Some of that appeared to hold true this week at Barnes-Jewish, at least. Officials said about 230 to 270 emergency patients had been coming in each day during the heat wave, compared with the 210 to 240 daily patients that its emergency department typically sees.
Only a sliver of those cases — about 16 to 20, all week — were for ailments like heat stroke or heat exhaustion. The rest were likely underlying health conditions exacerbated by the extreme heat and dehydration, experts said.
Poirier, the Barnes clinical chief, said that, fortunately, the hospital’s mortality percentage has stayed stable throughout the week. “They are more sick, but we’re not seeing a lot of deaths from the heat, at least at Barnes-Jewish,” Poirier said.
That’s not always how it goes, though. More than 60,000 excess deaths occurred during a recent heat wave in Europe, Moseley said, compared to normal rates of mortality. Even suicide rates and drug overdose deaths in the U.S. go up during heat waves, he said.

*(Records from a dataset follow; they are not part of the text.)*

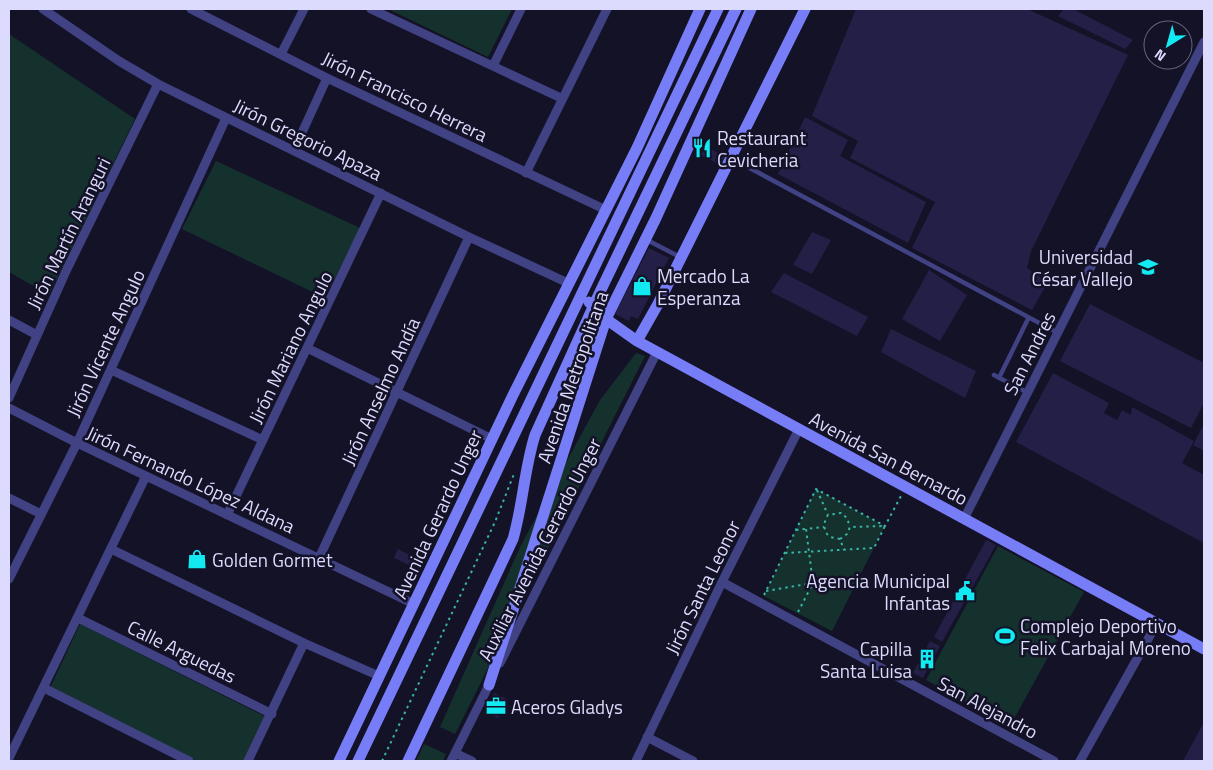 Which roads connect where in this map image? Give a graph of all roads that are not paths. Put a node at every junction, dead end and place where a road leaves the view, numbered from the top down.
1 (43, 9) edge
2 (191, 9) edge
3 (304, 9) edge
4 (371, 9) edge
5 (520, 9) edge
6 (607, 9) edge
7 (700, 9) edge
8 (718, 9) edge
9 (736, 9) edge
10 (751, 9) edge
11 (805, 9) edge
12 (1204, 42) edge
13 (281, 54) junction
14 (493, 66) junction
15 (327, 78) junction
16 (158, 84) junction
17 (561, 98) junction
18 (226, 118) junction
19 (294, 150) junction
20 (731, 158) junction
21 (526, 173) junction
22 (381, 194) junction
23 (606, 210) junction
24 (469, 237) junction
25 (646, 240) junction
26 (681, 258) junction
27 (568, 283) junction
28 (582, 294) junction
29 (594, 307) junction
30 (606, 319) junction
31 (1028, 319) junction
32 (9, 320) edge
33 (1058, 333) junction
34 (37, 335) junction
35 (637, 341) junction
36 (307, 348) junction
37 (657, 352) junction
38 (111, 370) junction
39 (994, 375) dead end
40 (999, 378) junction
41 (396, 393) junction
42 (1028, 393) junction
43 (9, 398) edge
44 (9, 408) edge
45 (799, 429) junction
46 (492, 439) junction
47 (263, 440) junction
48 (76, 443) junction
49 (146, 476) junction
50 (9, 498) edge
51 (41, 514) junction
52 (227, 514) junction
53 (964, 519) junction
54 (111, 548) junction
55 (319, 558) junction
56 (9, 580) edge
57 (722, 582) junction
58 (414, 604) junction
59 (78, 618) junction
60 (1156, 623) junction
61 (304, 643) junction
62 (1204, 649) edge
63 (379, 676) junction
64 (489, 685) junction
65 (44, 688) junction
66 (272, 714) junction
67 (647, 737) junction
68 (453, 757) edge
69 (11, 759) edge
70 (189, 761) edge
71 (248, 761) edge
72 (339, 761) edge
73 (358, 761) edge
74 (408, 761) edge
75 (472, 761) edge
76 (636, 761) edge
77 (693, 761) edge
78 (1054, 761) edge
79 (1080, 761) edge

1 - 16 street, Jirón Gregorio Apaza
2 - 13 street, Jirón Francisco Herrera
3 - 13 street
4 - 14 street
5 - 14 street
6 - 17 street
7 - 23 street, Avenida Metropolitana
8 - 28 street, Avenida Metropolitana
9 - 29 street, Avenida Metropolitana
10 - 25 street, Avenida Metropolitana
11 - 20 street
12 - 33 street, San Andres
13 - 15 street, Jirón Francisco Herrera
14 - 17 street
15 - 19 street
15 - 21 street, Jirón Francisco Herrera
16 - 18 street, Jirón Gregorio Apaza
16 - 34 street, Jirón Martín Aranguri
17 - 21 street
18 - 19 street, Jirón Gregorio Apaza
18 - 38 street, Jirón Vicente Angulo
19 - 22 street, Jirón Gregorio Apaza
20 - 26 street
20 - 31 lane
21 - 23 street, Jirón Francisco Herrera
22 - 24 street, Jirón Gregorio Apaza
22 - 36 street, Jirón Mariano Angulo
23 - 27 street, Avenida Metropolitana
24 - 27 street, Jirón Gregorio Apaza
24 - 41 street, Jirón Anselmo Andía
25 - 26 lane
25 - 30 street, Avenida Metropolitana
26 - 35 street
27 - 28 street, Avenida San Bernardo
27 - 46 street, Avenida Gerardo Unger
28 - 29 street, Avenida San Bernardo
28 - 73 street, Avenida Gerardo Unger
29 - 30 street, Avenida San Bernardo
29 - 74 street
30 - 35 street, Avenida San Bernardo
30 - 64 street, Avenida Metropolitana
31 - 33 lane
31 - 40 lane
32 - 34 street
33 - 42 street, San Andres
34 - 43 street, Jirón Martín Aranguri
35 - 37 street, Avenida San Bernardo
36 - 41 street
36 - 47 street, Jirón Mariano Angulo
37 - 45 street, Avenida San Bernardo
37 - 64 street, Auxiliar Avenida Gerardo Unger
38 - 47 street
38 - 48 street, Jirón Vicente Angulo
39 - 40 lane
40 - 42 lane
41 - 46 street
41 - 55 street, Jirón Anselmo Andía
42 - 53 street, San Andres
44 - 48 street, Jirón Fernando López Aldana
45 - 53 street, Avenida San Bernardo
45 - 57 street, Jirón Santa Leonor
46 - 58 street, Avenida Gerardo Unger
47 - 52 street, Jirón Mariano Angulo
48 - 49 street, Jirón Fernando López Aldana
48 - 51 street, Jirón Vicente Angulo
49 - 52 street, Jirón Fernando López Aldana
49 - 54 street
50 - 51 street
51 - 56 street, Jirón Vicente Angulo
52 - 55 street, Jirón Fernando López Aldana
53 - 60 street, Avenida San Bernardo
54 - 59 street
54 - 61 street
55 - 58 street, Jirón Fernando López Aldana
57 - 67 street, Jirón Santa Leonor
57 - 78 street, San Alejandro
58 - 63 street, Avenida Gerardo Unger
59 - 65 street
59 - 66 street, Calle Arguedas
60 - 62 street, Avenida San Bernardo
60 - 79 street
61 - 63 street
61 - 66 street
63 - 72 street, Avenida Gerardo Unger
64 - 68 street, Auxiliar Avenida Gerardo Unger
65 - 69 street
65 - 70 street
66 - 71 street
67 - 76 street, Jirón Santa Leonor
67 - 77 street
68 - 75 street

And at least one study showed that, for each day of a heat wave, there’s a corresponding 8% to 12% rise in mortality, Moseley said.
This week’s heat shows “that climate change is having a measurable impact on conditions in St. Louis,” said Climate Central, a nonprofit that focuses on climate science and data.
Area officials on Friday reiterated the dangers of exertion and exposure to the heat, as they did all week.
Of course, not everyone can avoid prolonged exposure to the heat.
Friday, some St. Louis firefighters were responding to their third fire of the day, at the site of an auto repair shop in the Kingsway East neighborhood, where cars were burning inside a roofless building.
Firefighters exiting the building on Martin Luther King Drive immediately tried to cool down with cold towels around their heads and necks, by hydrating, and by dousing their heads in water spouting from a hose line.
“It’s brutal for the guys,” Battalion Chief Paul Weil said at the scene. “We just try to rotate crews in and out as fast as we can.”